---------- DATA PROVIDED ----------

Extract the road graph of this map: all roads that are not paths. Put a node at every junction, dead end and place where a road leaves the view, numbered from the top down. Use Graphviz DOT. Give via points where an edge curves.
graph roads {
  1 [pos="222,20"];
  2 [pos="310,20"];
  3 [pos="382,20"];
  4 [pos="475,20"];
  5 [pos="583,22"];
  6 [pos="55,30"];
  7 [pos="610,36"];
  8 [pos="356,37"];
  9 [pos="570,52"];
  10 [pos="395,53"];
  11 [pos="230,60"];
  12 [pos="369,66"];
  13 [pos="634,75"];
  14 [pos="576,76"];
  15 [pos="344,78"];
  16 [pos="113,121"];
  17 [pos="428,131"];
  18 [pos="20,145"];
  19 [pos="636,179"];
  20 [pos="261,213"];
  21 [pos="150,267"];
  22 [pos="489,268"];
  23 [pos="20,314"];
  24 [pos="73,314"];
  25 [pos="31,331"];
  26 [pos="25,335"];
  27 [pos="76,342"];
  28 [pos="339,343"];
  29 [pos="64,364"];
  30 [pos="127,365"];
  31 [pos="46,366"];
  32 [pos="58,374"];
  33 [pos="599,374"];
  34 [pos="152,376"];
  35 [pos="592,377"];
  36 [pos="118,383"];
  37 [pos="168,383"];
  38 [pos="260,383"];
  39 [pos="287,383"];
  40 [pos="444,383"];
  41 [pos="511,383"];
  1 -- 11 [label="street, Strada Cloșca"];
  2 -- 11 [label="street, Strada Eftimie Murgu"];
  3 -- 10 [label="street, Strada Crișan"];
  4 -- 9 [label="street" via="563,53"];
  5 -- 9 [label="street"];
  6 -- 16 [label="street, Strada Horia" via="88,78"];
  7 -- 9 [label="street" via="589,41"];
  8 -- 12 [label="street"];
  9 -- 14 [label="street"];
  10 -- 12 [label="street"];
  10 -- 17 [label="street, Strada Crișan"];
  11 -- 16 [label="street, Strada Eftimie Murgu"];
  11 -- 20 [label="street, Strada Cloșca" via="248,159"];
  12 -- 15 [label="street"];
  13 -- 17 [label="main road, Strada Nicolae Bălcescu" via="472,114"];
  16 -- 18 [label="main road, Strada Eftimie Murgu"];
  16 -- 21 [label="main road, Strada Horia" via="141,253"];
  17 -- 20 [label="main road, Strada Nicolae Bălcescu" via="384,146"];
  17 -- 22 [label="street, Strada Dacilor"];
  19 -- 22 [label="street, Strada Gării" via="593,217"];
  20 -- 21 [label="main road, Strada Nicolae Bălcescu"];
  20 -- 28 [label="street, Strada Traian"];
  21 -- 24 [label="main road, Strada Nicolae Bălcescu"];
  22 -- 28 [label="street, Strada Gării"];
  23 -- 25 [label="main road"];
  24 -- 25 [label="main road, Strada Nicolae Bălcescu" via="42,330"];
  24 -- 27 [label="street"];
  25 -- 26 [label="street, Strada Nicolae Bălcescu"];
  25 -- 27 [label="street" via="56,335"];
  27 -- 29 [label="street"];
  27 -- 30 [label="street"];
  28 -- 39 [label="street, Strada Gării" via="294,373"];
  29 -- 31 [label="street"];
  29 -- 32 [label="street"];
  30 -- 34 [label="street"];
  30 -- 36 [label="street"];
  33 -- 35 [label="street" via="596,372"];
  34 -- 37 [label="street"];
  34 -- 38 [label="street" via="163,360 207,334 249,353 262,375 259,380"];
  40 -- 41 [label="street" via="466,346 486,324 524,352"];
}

----------

### WHAT IS NEEDED
Repeat every record above exactly as it appears.

### PROBLEM SOLUTION
Extract the road graph of this map: all roads that are not paths. Put a node at every junction, dead end and place where a road leaves the view, numbered from the top down. Use Graphviz DOT. Give via points where an edge curves.
graph roads {
  1 [pos="222,20"];
  2 [pos="310,20"];
  3 [pos="382,20"];
  4 [pos="475,20"];
  5 [pos="583,22"];
  6 [pos="55,30"];
  7 [pos="610,36"];
  8 [pos="356,37"];
  9 [pos="570,52"];
  10 [pos="395,53"];
  11 [pos="230,60"];
  12 [pos="369,66"];
  13 [pos="634,75"];
  14 [pos="576,76"];
  15 [pos="344,78"];
  16 [pos="113,121"];
  17 [pos="428,131"];
  18 [pos="20,145"];
  19 [pos="636,179"];
  20 [pos="261,213"];
  21 [pos="150,267"];
  22 [pos="489,268"];
  23 [pos="20,314"];
  24 [pos="73,314"];
  25 [pos="31,331"];
  26 [pos="25,335"];
  27 [pos="76,342"];
  28 [pos="339,343"];
  29 [pos="64,364"];
  30 [pos="127,365"];
  31 [pos="46,366"];
  32 [pos="58,374"];
  33 [pos="599,374"];
  34 [pos="152,376"];
  35 [pos="592,377"];
  36 [pos="118,383"];
  37 [pos="168,383"];
  38 [pos="260,383"];
  39 [pos="287,383"];
  40 [pos="444,383"];
  41 [pos="511,383"];
  1 -- 11 [label="street, Strada Cloșca"];
  2 -- 11 [label="street, Strada Eftimie Murgu"];
  3 -- 10 [label="street, Strada Crișan"];
  4 -- 9 [label="street" via="563,53"];
  5 -- 9 [label="street"];
  6 -- 16 [label="street, Strada Horia" via="88,78"];
  7 -- 9 [label="street" via="589,41"];
  8 -- 12 [label="street"];
  9 -- 14 [label="street"];
  10 -- 12 [label="street"];
  10 -- 17 [label="street, Strada Crișan"];
  11 -- 16 [label="street, Strada Eftimie Murgu"];
  11 -- 20 [label="street, Strada Cloșca" via="248,159"];
  12 -- 15 [label="street"];
  13 -- 17 [label="main road, Strada Nicolae Bălcescu" via="472,114"];
  16 -- 18 [label="main road, Strada Eftimie Murgu"];
  16 -- 21 [label="main road, Strada Horia" via="141,253"];
  17 -- 20 [label="main road, Strada Nicolae Bălcescu" via="384,146"];
  17 -- 22 [label="street, Strada Dacilor"];
  19 -- 22 [label="street, Strada Gării" via="593,217"];
  20 -- 21 [label="main road, Strada Nicolae Bălcescu"];
  20 -- 28 [label="street, Strada Traian"];
  21 -- 24 [label="main road, Strada Nicolae Bălcescu"];
  22 -- 28 [label="street, Strada Gării"];
  23 -- 25 [label="main road"];
  24 -- 25 [label="main road, Strada Nicolae Bălcescu" via="42,330"];
  24 -- 27 [label="street"];
  25 -- 26 [label="street, Strada Nicolae Bălcescu"];
  25 -- 27 [label="street" via="56,335"];
  27 -- 29 [label="street"];
  27 -- 30 [label="street"];
  28 -- 39 [label="street, Strada Gării" via="294,373"];
  29 -- 31 [label="street"];
  29 -- 32 [label="street"];
  30 -- 34 [label="street"];
  30 -- 36 [label="street"];
  33 -- 35 [label="street" via="596,372"];
  34 -- 37 [label="street"];
  34 -- 38 [label="street" via="163,360 207,334 249,353 262,375 259,380"];
  40 -- 41 [label="street" via="466,346 486,324 524,352"];
}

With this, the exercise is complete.